### TASK STATEMENT
Return every line below exactly.

### DATA LISTING
★ ★ ★ ★ ★ ★ ★
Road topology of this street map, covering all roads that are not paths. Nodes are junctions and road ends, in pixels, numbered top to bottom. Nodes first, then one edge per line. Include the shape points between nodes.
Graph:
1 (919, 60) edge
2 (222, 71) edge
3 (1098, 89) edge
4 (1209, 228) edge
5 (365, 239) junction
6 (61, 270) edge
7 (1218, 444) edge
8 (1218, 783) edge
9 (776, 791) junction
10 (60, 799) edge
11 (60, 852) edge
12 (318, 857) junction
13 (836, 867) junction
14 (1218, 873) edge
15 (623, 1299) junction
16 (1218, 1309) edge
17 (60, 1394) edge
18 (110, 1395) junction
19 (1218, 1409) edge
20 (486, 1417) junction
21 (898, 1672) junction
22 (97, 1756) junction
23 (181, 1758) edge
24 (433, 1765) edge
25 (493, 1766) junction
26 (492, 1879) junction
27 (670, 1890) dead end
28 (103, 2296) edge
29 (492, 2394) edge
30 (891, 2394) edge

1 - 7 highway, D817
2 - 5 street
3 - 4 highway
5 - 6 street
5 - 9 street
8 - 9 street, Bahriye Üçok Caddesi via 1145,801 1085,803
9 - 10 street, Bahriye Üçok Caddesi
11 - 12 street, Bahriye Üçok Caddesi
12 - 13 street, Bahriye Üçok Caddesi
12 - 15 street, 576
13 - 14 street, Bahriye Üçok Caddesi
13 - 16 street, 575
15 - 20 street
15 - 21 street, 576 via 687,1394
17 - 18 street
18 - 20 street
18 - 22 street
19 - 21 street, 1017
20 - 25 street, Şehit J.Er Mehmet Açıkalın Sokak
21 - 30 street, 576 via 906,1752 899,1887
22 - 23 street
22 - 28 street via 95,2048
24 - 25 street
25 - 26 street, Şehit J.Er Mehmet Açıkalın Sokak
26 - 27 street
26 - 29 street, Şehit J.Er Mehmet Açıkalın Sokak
★ ★ ★ ★ ★ ★ ★
### PROBLEM SOLUTION
Road topology of this street map, covering all roads that are not paths. Nodes are junctions and road ends, in pixels, numbered top to bottom. Nodes first, then one edge per line. Include the shape points between nodes.
Graph:
1 (919, 60) edge
2 (222, 71) edge
3 (1098, 89) edge
4 (1209, 228) edge
5 (365, 239) junction
6 (61, 270) edge
7 (1218, 444) edge
8 (1218, 783) edge
9 (776, 791) junction
10 (60, 799) edge
11 (60, 852) edge
12 (318, 857) junction
13 (836, 867) junction
14 (1218, 873) edge
15 (623, 1299) junction
16 (1218, 1309) edge
17 (60, 1394) edge
18 (110, 1395) junction
19 (1218, 1409) edge
20 (486, 1417) junction
21 (898, 1672) junction
22 (97, 1756) junction
23 (181, 1758) edge
24 (433, 1765) edge
25 (493, 1766) junction
26 (492, 1879) junction
27 (670, 1890) dead end
28 (103, 2296) edge
29 (492, 2394) edge
30 (891, 2394) edge

1 - 7 highway, D817
2 - 5 street
3 - 4 highway
5 - 6 street
5 - 9 street
8 - 9 street, Bahriye Üçok Caddesi via 1145,801 1085,803
9 - 10 street, Bahriye Üçok Caddesi
11 - 12 street, Bahriye Üçok Caddesi
12 - 13 street, Bahriye Üçok Caddesi
12 - 15 street, 576
13 - 14 street, Bahriye Üçok Caddesi
13 - 16 street, 575
15 - 20 street
15 - 21 street, 576 via 687,1394
17 - 18 street
18 - 20 street
18 - 22 street
19 - 21 street, 1017
20 - 25 street, Şehit J.Er Mehmet Açıkalın Sokak
21 - 30 street, 576 via 906,1752 899,1887
22 - 23 street
22 - 28 street via 95,2048
24 - 25 street
25 - 26 street, Şehit J.Er Mehmet Açıkalın Sokak
26 - 27 street
26 - 29 street, Şehit J.Er Mehmet Açıkalın Sokak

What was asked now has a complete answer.